┌─ Supplied records
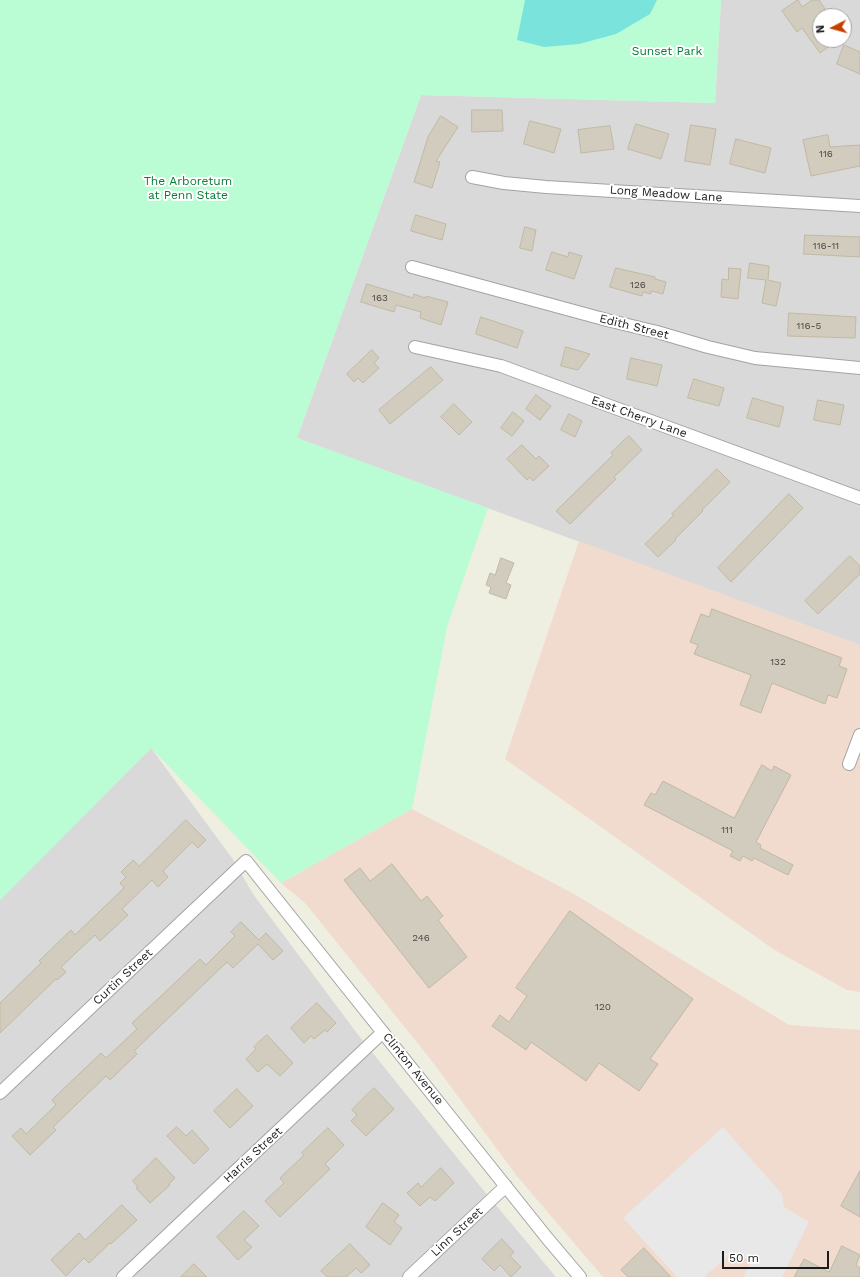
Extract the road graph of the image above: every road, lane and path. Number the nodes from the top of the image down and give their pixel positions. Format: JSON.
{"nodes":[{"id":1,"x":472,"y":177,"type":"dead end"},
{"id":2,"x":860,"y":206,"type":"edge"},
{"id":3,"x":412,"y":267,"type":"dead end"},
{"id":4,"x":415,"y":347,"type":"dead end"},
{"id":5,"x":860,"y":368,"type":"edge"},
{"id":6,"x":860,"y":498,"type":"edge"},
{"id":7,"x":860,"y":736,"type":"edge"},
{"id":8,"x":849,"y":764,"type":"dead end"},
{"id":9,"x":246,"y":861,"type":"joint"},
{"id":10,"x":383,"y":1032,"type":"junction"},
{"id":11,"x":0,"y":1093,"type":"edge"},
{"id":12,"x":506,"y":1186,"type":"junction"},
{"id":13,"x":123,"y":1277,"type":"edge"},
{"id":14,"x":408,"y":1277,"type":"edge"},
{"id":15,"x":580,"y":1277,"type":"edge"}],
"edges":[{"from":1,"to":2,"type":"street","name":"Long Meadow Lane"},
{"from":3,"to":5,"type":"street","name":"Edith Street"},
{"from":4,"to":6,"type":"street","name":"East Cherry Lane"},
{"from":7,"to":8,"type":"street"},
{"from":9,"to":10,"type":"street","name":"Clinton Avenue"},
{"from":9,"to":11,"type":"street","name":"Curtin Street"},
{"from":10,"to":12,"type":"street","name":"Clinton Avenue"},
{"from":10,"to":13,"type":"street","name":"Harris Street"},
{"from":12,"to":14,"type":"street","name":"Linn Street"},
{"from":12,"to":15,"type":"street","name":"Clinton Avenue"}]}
└─
┌─ Supplied records
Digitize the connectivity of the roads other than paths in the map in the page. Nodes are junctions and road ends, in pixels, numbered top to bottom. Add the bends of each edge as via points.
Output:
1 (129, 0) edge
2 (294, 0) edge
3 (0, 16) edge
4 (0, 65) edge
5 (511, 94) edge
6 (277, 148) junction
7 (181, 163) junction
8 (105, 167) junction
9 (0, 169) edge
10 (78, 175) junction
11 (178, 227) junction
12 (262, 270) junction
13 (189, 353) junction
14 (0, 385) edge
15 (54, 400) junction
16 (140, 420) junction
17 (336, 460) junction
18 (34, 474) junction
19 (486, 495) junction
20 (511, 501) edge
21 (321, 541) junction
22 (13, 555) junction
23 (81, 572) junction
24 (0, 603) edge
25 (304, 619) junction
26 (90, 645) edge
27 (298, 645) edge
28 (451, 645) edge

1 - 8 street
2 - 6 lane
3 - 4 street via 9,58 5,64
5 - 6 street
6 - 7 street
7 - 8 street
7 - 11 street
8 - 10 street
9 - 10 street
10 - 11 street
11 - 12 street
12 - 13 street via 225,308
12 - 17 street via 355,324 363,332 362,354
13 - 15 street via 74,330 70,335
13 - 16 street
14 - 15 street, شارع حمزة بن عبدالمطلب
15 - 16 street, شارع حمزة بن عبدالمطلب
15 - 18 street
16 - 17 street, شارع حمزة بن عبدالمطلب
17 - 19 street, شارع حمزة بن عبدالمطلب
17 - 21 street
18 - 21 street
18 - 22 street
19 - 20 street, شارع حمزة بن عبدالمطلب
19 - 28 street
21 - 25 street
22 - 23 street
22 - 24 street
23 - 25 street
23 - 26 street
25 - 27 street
└─
┌─ Supplied records
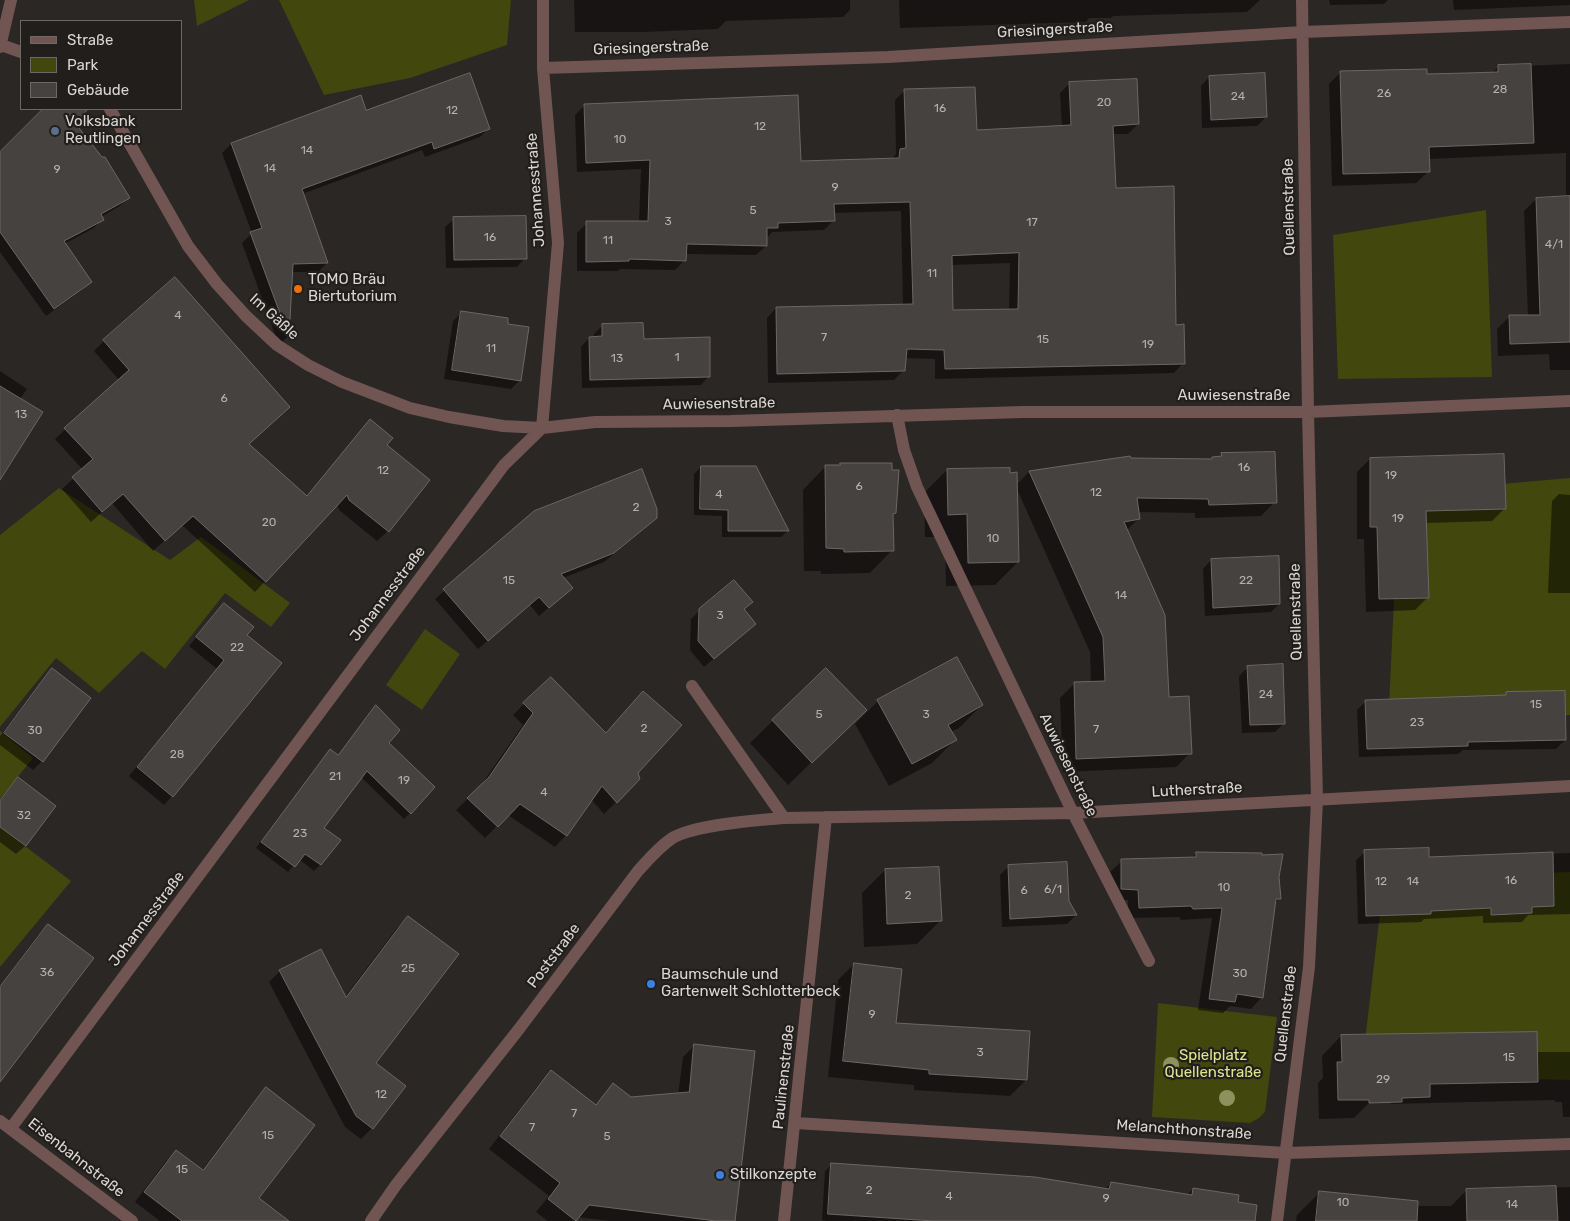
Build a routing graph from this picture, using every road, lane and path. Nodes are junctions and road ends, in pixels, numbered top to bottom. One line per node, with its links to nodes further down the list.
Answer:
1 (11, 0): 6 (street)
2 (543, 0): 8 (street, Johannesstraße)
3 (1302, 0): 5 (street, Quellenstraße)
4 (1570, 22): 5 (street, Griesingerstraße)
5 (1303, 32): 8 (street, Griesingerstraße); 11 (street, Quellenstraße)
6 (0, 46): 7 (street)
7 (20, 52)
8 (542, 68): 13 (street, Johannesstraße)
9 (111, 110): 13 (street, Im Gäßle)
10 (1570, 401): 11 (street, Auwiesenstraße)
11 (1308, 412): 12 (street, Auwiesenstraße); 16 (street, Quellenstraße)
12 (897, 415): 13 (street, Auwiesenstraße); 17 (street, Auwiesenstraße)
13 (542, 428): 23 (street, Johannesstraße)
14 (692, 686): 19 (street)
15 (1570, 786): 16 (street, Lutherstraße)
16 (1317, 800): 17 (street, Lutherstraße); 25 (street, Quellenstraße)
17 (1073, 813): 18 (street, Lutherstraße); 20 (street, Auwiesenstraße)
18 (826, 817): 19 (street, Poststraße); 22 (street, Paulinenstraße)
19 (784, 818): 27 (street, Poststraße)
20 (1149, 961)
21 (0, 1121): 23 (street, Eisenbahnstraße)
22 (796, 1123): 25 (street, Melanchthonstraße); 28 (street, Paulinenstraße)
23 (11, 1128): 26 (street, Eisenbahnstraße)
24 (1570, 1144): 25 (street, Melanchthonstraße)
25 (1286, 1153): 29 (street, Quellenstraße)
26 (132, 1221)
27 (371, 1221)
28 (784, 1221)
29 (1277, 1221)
└─
Task:
If a line in the entries holds the string "Auwiesenstraße", count it, then state the total and nothing more.

Result for this exercise:
4